Latham & Watkins has hired Paul Dudek, chief of the US Securities and Exchange Commission’s (SEC) office of international corporate finance.

Dudek will join the firm this August as counsel in the corporate department and as a member of the capital markets practice and the firm’s national office. He will initially be based in New York but is set to transfer to Washington.

Dudek departs the SEC after 26 years. He was appointed to head up the corporate finance office 23 years ago, which serves as the point of contact for non-US companies or foreign private issuers (FPIs) and governments that register securities with the SEC.

Dudek said: “I am adding to a well established practice and my focus on foreign clients will fill a niche. I hope to work with foreign companies, especially in the UK and Europe.”

At the SEC, between a quarter and a third of listings that he worked on were European.

Alex Cohen, co-chair of Latham’s national office – which deals with US securities issues – said: “It is fair to call Paul Dudek the man in SEC regulation for foreign private issuers. He ran the office at the SEC with primary responsibility for that group of companies for the past quarter century.”

The US has the largest capital markets in the world. It is a key market for FPIs and foreign governments, whether they access the public capital markets through a US listing, or the private, institutional markets through a Rule 144A offering.

Around 900 of the 9,000 public companies registered with the SEC are FPIs.

At Latham, Dudek will advise clients who are dual listed in the US, said Cohen. “Any banks, or other kinds of financial institutions, private equity funds and foreign governments, looking to raise money in the US,” he added.
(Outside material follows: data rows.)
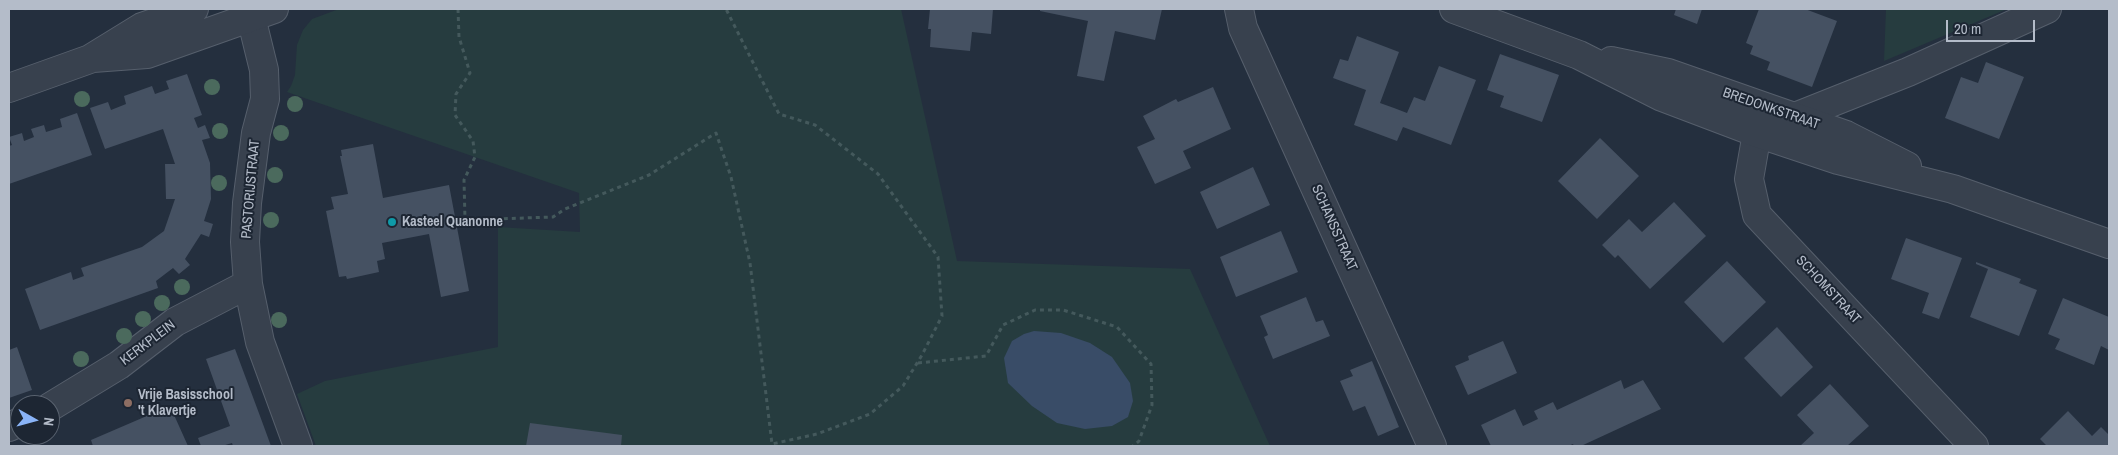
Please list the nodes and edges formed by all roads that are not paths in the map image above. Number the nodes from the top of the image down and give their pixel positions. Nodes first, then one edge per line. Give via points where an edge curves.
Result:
1 (194, 9) edge
2 (1239, 9) edge
3 (1454, 9) edge
4 (2047, 9) edge
5 (258, 11) edge
6 (1579, 55) junction
7 (90, 59) junction
8 (9, 88) edge
9 (1768, 108) junction
10 (1795, 117) junction
11 (1757, 133) junction
12 (1953, 189) junction
13 (2109, 244) edge
14 (248, 284) junction
15 (60, 401) edge
16 (298, 446) edge
17 (1432, 446) edge
18 (1974, 446) edge

1 - 7 street via 142,27
2 - 17 street, SCHANSSTRAAT via 1243,28
3 - 6 street, BREDONKSTRAAT
4 - 10 street via 1908,72
5 - 7 street via 147,54
5 - 14 street, PASTORIJSTRAAT via 265,98 256,133 247,203
6 - 9 street, BREDONKSTRAAT via 1668,73
6 - 11 street, BREDONKSTRAAT via 1662,97
7 - 8 street
9 - 10 street, BREDONKSTRAAT
9 - 11 street, SCHOMSTRAAT
10 - 12 street, BREDONKSTRAAT via 1846,135
11 - 12 street, BREDONKSTRAAT via 1838,160
11 - 18 street, SCHOMSTRAAT via 1749,179 1757,215
12 - 13 street, BREDONKSTRAAT
14 - 15 street, KERKPLEIN via 175,322 119,365
14 - 16 street, PASTORIJSTRAAT via 260,342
There has been an uptick in the number of European companies looking to access US capital markets during the past few years, according to Cohen and Dudek.

For example, in 2013 Latham won a lead role on Manchester United’s initial public offering on the New York Stock Exchange, ending long-running speculation as to where the football club would make its stock market debut.

Latham advised Man United on its submission to the SEC as part of the listing, while Davis Polk & Wardwell advised the banks.

“Certainly over the last couple of years there has been a small increase in European companies coming to the US markets,” said Dudek.

It is uncertain to what extent this will continue or how the UK’s Brexit result on 23 June may affect the trend. However, Cohen said that he was “very hopeful” that it would continue, “notwithstanding Brexit”.

He added: “The US remains the largest and deepest capital market in the world and those fundamental dynamics haven’t changed.”